Saturday, August 29, 2015

Kindred Spirits.

Kindred Spirits.  Yes, that is who teaches in the classrooms in my school.  We've made it through the first three days, aka the first week, and have wandered in and out of each others' classrooms, noticing structure, behavior plans, classroom goals, organization techniques, and room arrangements.  

We all know that creating a streamlined, attractive, and well-communicated learning environment for our students makes the rest of the job so much easier.  

Last year, I touted the wonderful influence of the characters at A Lunch.  This year, the dynamic group has been split up -- with some of us actually assigned to cafeteria during the coveted A Lunch slot. It's not bad, it's just different.  And those of us who no longer eat together realize that lunch is not the only time to connect with colleagues, once you realize who is in the building before or after school - for that is when the unhurried collaboration takes place.
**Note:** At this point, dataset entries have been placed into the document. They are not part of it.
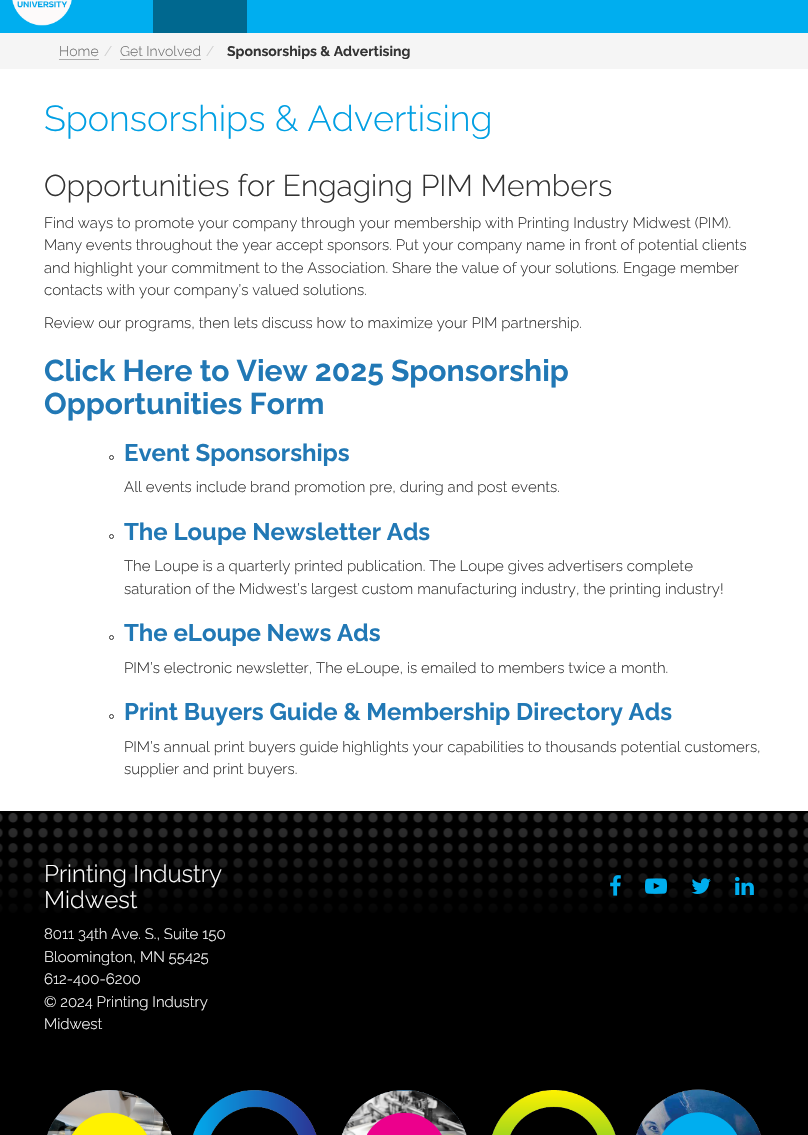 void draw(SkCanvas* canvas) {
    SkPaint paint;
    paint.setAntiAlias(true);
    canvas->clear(0xFFFFFFFF);
    paint.setColor(0xFF00AEEF);
    canvas->drawRect(SkRect::MakeXYWH(0, 0, 808, 33), paint);
    canvas->drawImageRect(SkImages::DeferredFromEncodedData(SkData::MakeFromFileName("img1.png")), SkRect::MakeXYWH(12, 0, 60, 26), SkSamplingOptions());
    paint.setColor(0xFF00688F);
    canvas->drawRect(SkRect::MakeXYWH(153, 0, 94, 33), paint);
    paint.setColor(0xFFF5F5F5);
    canvas->drawRect(SkRect::MakeXYWH(0, 33, 808, 36), paint);
    SkFont font1(fontMgr->matchFamilyStyle("Raleway", SkFontStyle(300, SkFontStyle::kNormal_Width, SkFontStyle::kUpright_Slant)), 14);
    font1.setSubpixel(true);
    paint.setColor(0xFF707070);
    canvas->drawString("Home", 59, 56, font1, paint);
    paint.setColor(0xFFACACAC);
    canvas->drawRect(SkRect::MakeXYWH(59, 59, 40, 1), paint);
    paint.setColor(0xFFCCCCCC);
    canvas->drawString("/", 104, 56, font1, paint);
    paint.setColor(0xFF707070);
    canvas->drawString("Get Involved", 120, 56, font1, paint);
    paint.setColor(0xFFACACAC);
    canvas->drawRect(SkRect::MakeXYWH(120, 59, 81, 1), paint);
    paint.setColor(0xFFCCCCCC);
    canvas->drawString("/", 206, 56, font1, paint);
    SkFont font2(fontMgr->matchFamilyStyle("Raleway", SkFontStyle::Bold()), 14);
    font2.setSubpixel(true);
    paint.setColor(0xFF333333);
    canvas->drawString("Sponsorships & Advertising", 227, 56, font2, paint);
    SkFont font3(fontMgr->matchFamilyStyle("Raleway", SkFontStyle(300, SkFontStyle::kNormal_Width, SkFontStyle::kUpright_Slant)), 36);
    font3.setSubpixel(true);
    paint.setColor(0xFF009FE3);
    canvas->drawString("Sponsorships & Advertising", 44, 131, font3, paint);
    SkFont font4(fontMgr->matchFamilyStyle("Raleway", SkFontStyle(300, SkFontStyle::kNormal_Width, SkFontStyle::kUpright_Slant)), 30);
    font4.setSubpixel(true);
    paint.setColor(0xFF333333);
    canvas->drawString("Opportunities for Engaging PIM Members", 44, 196, font4, paint);
    SkFont font5(fontMgr->matchFamilyStyle("Raleway", SkFontStyle(300, SkFontStyle::kNormal_Width, SkFontStyle::kUpright_Slant)), 15);
    font5.setSubpixel(true);
    canvas->drawString("Find ways to promote your company through your membership with Printing Industry Midwest (PIM).", 44, 228, font5, paint);
    canvas->drawString("Many events throughout the year accept sponsors. Put your company name in front of potential clients", 44, 250, font5, paint);
    canvas->drawString("and highlight your commitment to the Association. Share the value of your solutions. Engage member", 44, 273, font5, paint);
    canvas->drawString("contacts with your company’s valued solutions.", 44, 295, font5, paint);
    canvas->drawString("Review our programs, then lets discuss how to maximize your PIM partnership.", 44, 328, font5, paint);
    SkFont font6(fontMgr->matchFamilyStyle("Raleway", SkFontStyle::Bold()), 30);
    font6.setSubpixel(true);
    paint.setColor(0xFF2178B5);
    canvas->drawString("Click Here to View 2025 Sponsorship", 44, 381, font6, paint);
    canvas->drawString("Opportunities Form", 44, 414, font6, paint);
    paint.setStyle(SkPaint::kStroke_Style);
    paint.setStrokeWidth(1);
    paint.setColor(0xFF333333);
    canvas->drawCircle(111.5f, 457.5f, 2, paint);
    SkFont font7(fontMgr->matchFamilyStyle("Raleway", SkFontStyle::Bold()), 24);
    font7.setSubpixel(true);
    paint.setStyle(SkPaint::kFill_Style);
    paint.setColor(0xFF2178B5);
    canvas->drawString("Event Sponsorships", 124, 461, font7, paint);
    paint.setColor(0xFF333333);
    canvas->drawString("All events include brand promotion pre, during and post events.", 124, 492, font5, paint);
    paint.setStyle(SkPaint::kStroke_Style);
    canvas->drawCircle(111.5f, 536.5f, 2, paint);
    paint.setStyle(SkPaint::kFill_Style);
    paint.setColor(0xFF2178B5);
    canvas->drawString("The Loupe Newsletter Ads", 124, 540, font7, paint);
    paint.setColor(0xFF333333);
    canvas->drawString("The Loupe is a quarterly printed publication. The Loupe gives advertisers complete", 124, 571, font5, paint);
    canvas->drawString("saturation of the Midwest’s largest custom manufacturing industry, the printing industry!", 124, 594, font5, paint);
    paint.setStyle(SkPaint::kStroke_Style);
    canvas->drawCircle(111.5f, 637.5f, 2, paint);
    paint.setStyle(SkPaint::kFill_Style);
    paint.setColor(0xFF2178B5);
    canvas->drawString("The eLoupe News Ads", 124, 641, font7, paint);
    paint.setColor(0xFF333333);
    canvas->drawString("PIM’s electronic newsletter, The eLoupe, is emailed to members twice a month.", 124, 673, font5, paint);
    paint.setStyle(SkPaint::kStroke_Style);
    canvas->drawCircle(111.5f, 716.5f, 2, paint);
    paint.setStyle(SkPaint::kFill_Style);
    paint.setColor(0xFF2178B5);
    canvas->drawString("Print Buyers Guide & Membership Directory Ads", 124, 720, font7, paint);
    paint.setColor(0xFF333333);
    canvas->drawString("PIM’s annual print buyers guide highlights your capabilities to thousands potential customers,", 124, 752, font5, paint);
    canvas->drawString("supplier and print buyers.", 124, 774, font5, paint);
    paint.setColor(0xFF000000);
    canvas->drawRect(SkRect::MakeXYWH(0, 811, 808, 324), paint);
    canvas->drawImageRect(SkImages::DeferredFromEncodedData(SkData::MakeFromFileName("img2.png")), SkRect::MakeXYWH(0, 813, 808, 100), SkSamplingOptions());
    SkFont font8(fontMgr->matchFamilyStyle("Raleway", SkFontStyle(300, SkFontStyle::kNormal_Width, SkFontStyle::kUpright_Slant)), 24);
    font8.setSubpixel(true);
    paint.setColor(0xFFFFFFFF);
    canvas->drawString("Printing Industry", 44, 882, font8, paint);
    canvas->drawString("Midwest", 44, 908, font8, paint);
    canvas->drawString("8011 34th Ave. S., Suite 150", 44, 939, font5, paint);
    canvas->drawString("Bloomington, MN 55425", 44, 962, font5, paint);
    canvas->drawString("612-400-6200", 44, 984, font5, paint);
    canvas->drawString("© 2024 Printing Industry", 44, 1007, font5, paint);
    canvas->drawString("Midwest", 44, 1029, font5, paint);
    canvas->drawImageRect(SkImages::DeferredFromEncodedData(SkData::MakeFromFileName("img3.png")), SkRect::MakeXYWH(610, 875, 11, 21), SkSamplingOptions());
    canvas->drawImageRect(SkImages::DeferredFromEncodedData(SkData::MakeFromFileName("img4.png")), SkRect::MakeXYWH(645, 878, 22, 16), SkSamplingOptions());
    canvas->drawImageRect(SkImages::DeferredFromEncodedData(SkData::MakeFromFileName("img5.png")), SkRect::MakeXYWH(691, 878, 20, 16), SkSamplingOptions());
    canvas->drawImageRect(SkImages::DeferredFromEncodedData(SkData::MakeFromFileName("img6.png")), SkRect::MakeXYWH(735, 877, 19, 18), SkSamplingOptions());
    canvas->drawImageRect(SkImages::DeferredFromEncodedData(SkData::MakeFromFileName("img7.png")), SkRect::MakeXYWH(47, 1089, 714, 46), SkSamplingOptions());
}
The green chairs, aka the INNER CIRCLE,  have unwittingly called to other teachers as they've walked down the English wing hallway, the neon green beckoning them to enter.  I think the green is bright and cheery, and am confident that my quest to get 26 matching chairs by visiting 11 CVS stores in 2 counties has been worth every minute of my time.  The green chairs are my current research project -- and my colleagues are individually trying "something new" in their rooms as well.  For some, it's new technology, for others it's encouraging inquiry, and still others are working to improve executive function and communication skills of students. 

We can't all try everything at once.  We get that.  The cool thing is that we respect and communicate with each other, sharing success stories, and offering encouragement through our enthusiasm.  I know that I fail, miserably, at the whole classroom structure thing.  I can barely keep my own desk clean, let alone track the belongings left behind by the dwellers in my room.  

So right now, I am queen of the chairs. I can talk about their value, and their success.  Down the hall is the most amazing Mindmap of the Odyssey, created by a few English teachers one afternoon, because of the sheer love of the story, and the desire to draw students in with a visual representation of the journey.  Upstairs, the science department works to create an environment/lab similar to the real world organizational structure of labs inhabited by professional researchers.  

If we all taught the same, it would be a boring place, and there would be little to discuss at lunch.  Instead, the Spirits call, silently, to connect colleagues at the exact moment they need connecting, offering the perfect tip or strategy to improve a struggling situation.

It's all about listening for the whisper.